Work request: Return the records word for word. Pictures do not belong in the copy.

Source data:
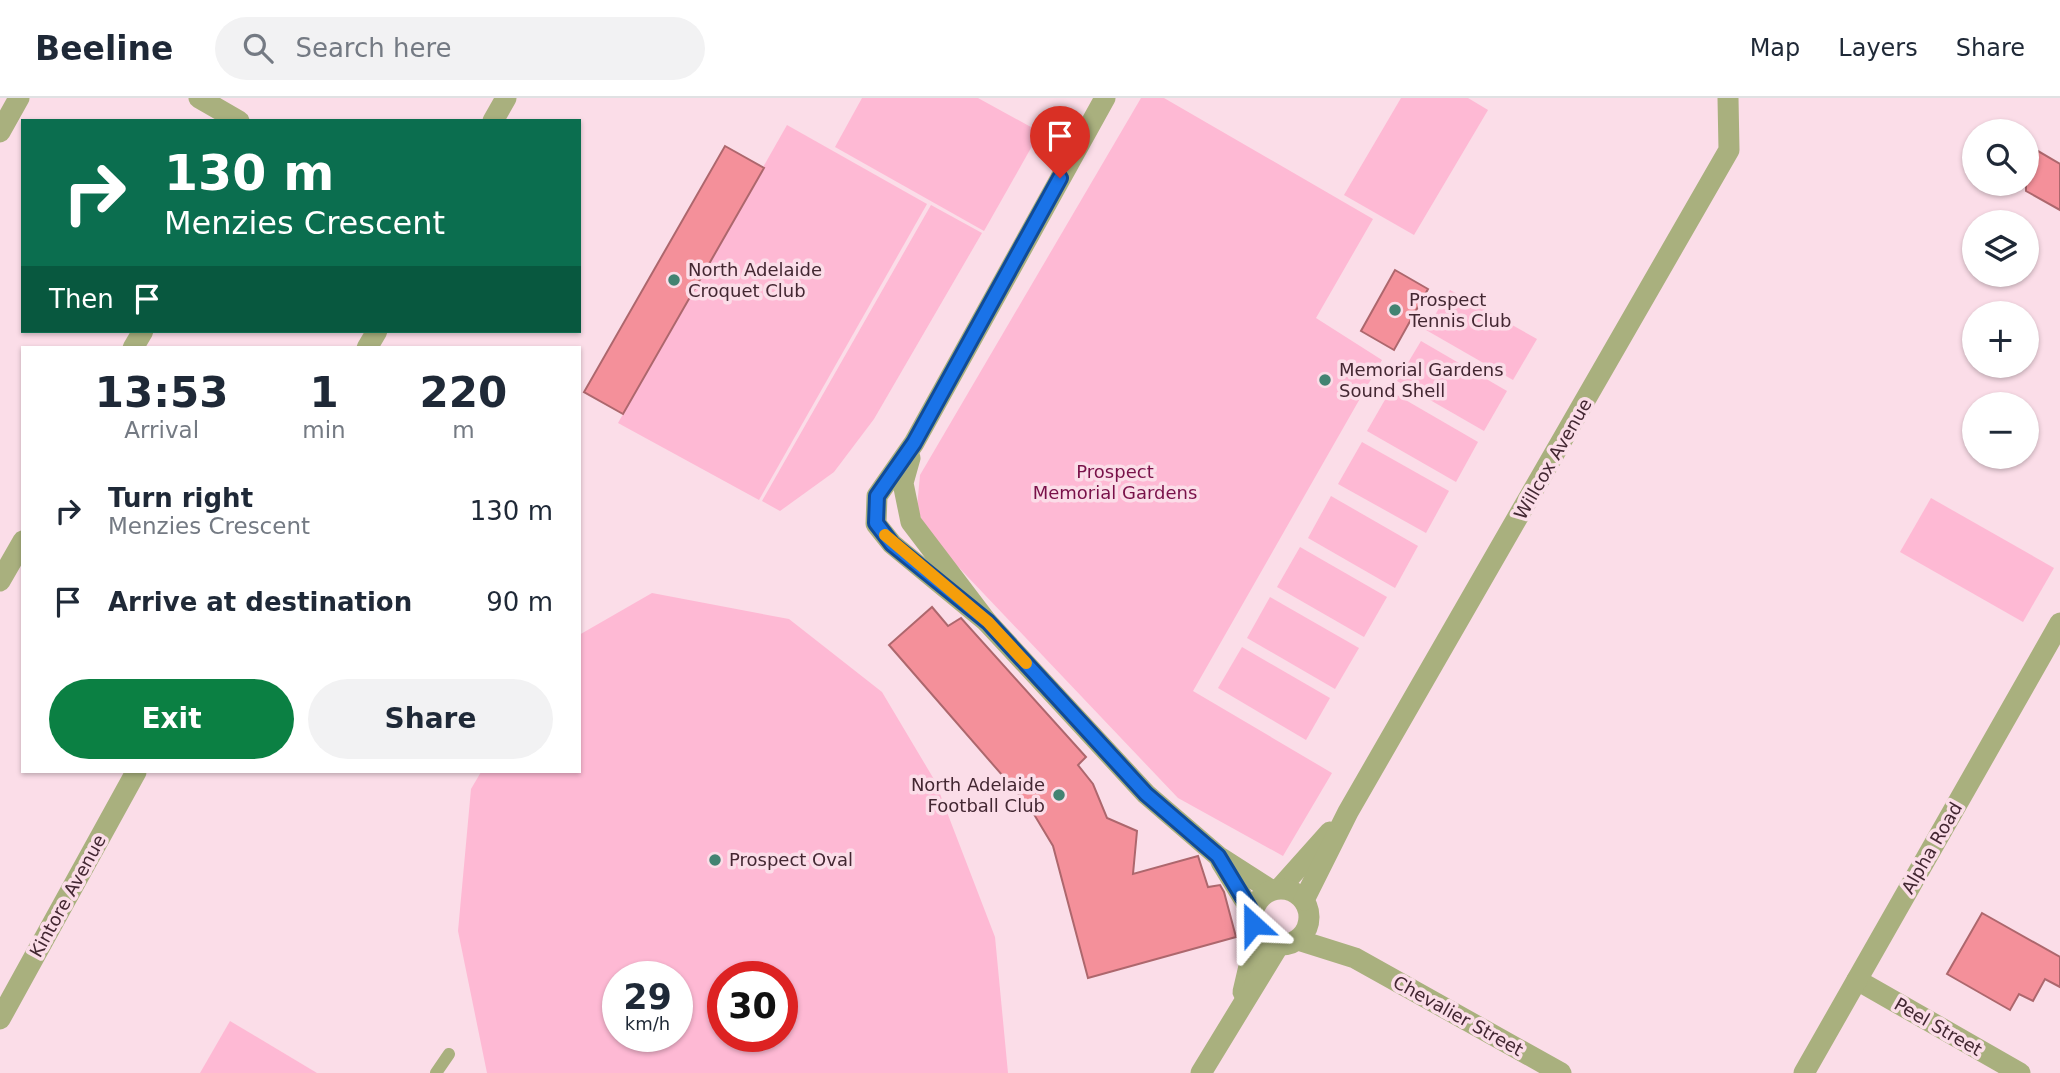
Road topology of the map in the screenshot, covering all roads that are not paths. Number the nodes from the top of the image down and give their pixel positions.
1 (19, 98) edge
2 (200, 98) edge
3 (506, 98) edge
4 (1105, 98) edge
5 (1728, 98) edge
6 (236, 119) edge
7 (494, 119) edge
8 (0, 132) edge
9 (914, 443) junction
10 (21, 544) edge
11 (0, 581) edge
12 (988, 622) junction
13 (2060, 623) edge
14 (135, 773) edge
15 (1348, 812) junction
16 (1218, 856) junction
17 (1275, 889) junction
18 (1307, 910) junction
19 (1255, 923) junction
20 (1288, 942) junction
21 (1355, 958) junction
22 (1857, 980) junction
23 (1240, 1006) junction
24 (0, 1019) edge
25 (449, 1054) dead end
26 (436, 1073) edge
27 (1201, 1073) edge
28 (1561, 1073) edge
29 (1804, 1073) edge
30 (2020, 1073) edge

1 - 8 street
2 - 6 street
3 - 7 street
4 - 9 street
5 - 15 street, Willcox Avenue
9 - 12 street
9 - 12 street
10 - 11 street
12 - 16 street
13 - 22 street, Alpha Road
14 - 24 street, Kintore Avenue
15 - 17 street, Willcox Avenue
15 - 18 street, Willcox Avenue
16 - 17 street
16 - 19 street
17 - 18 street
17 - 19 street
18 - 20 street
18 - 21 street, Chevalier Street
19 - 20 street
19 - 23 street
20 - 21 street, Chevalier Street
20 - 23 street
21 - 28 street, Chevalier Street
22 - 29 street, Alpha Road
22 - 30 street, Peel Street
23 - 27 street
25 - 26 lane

Task answer:
Road topology of the map in the screenshot, covering all roads that are not paths. Number the nodes from the top of the image down and give their pixel positions.
1 (19, 98) edge
2 (200, 98) edge
3 (506, 98) edge
4 (1105, 98) edge
5 (1728, 98) edge
6 (236, 119) edge
7 (494, 119) edge
8 (0, 132) edge
9 (914, 443) junction
10 (21, 544) edge
11 (0, 581) edge
12 (988, 622) junction
13 (2060, 623) edge
14 (135, 773) edge
15 (1348, 812) junction
16 (1218, 856) junction
17 (1275, 889) junction
18 (1307, 910) junction
19 (1255, 923) junction
20 (1288, 942) junction
21 (1355, 958) junction
22 (1857, 980) junction
23 (1240, 1006) junction
24 (0, 1019) edge
25 (449, 1054) dead end
26 (436, 1073) edge
27 (1201, 1073) edge
28 (1561, 1073) edge
29 (1804, 1073) edge
30 (2020, 1073) edge

1 - 8 street
2 - 6 street
3 - 7 street
4 - 9 street
5 - 15 street, Willcox Avenue
9 - 12 street
9 - 12 street
10 - 11 street
12 - 16 street
13 - 22 street, Alpha Road
14 - 24 street, Kintore Avenue
15 - 17 street, Willcox Avenue
15 - 18 street, Willcox Avenue
16 - 17 street
16 - 19 street
17 - 18 street
17 - 19 street
18 - 20 street
18 - 21 street, Chevalier Street
19 - 20 street
19 - 23 street
20 - 21 street, Chevalier Street
20 - 23 street
21 - 28 street, Chevalier Street
22 - 29 street, Alpha Road
22 - 30 street, Peel Street
23 - 27 street
25 - 26 lane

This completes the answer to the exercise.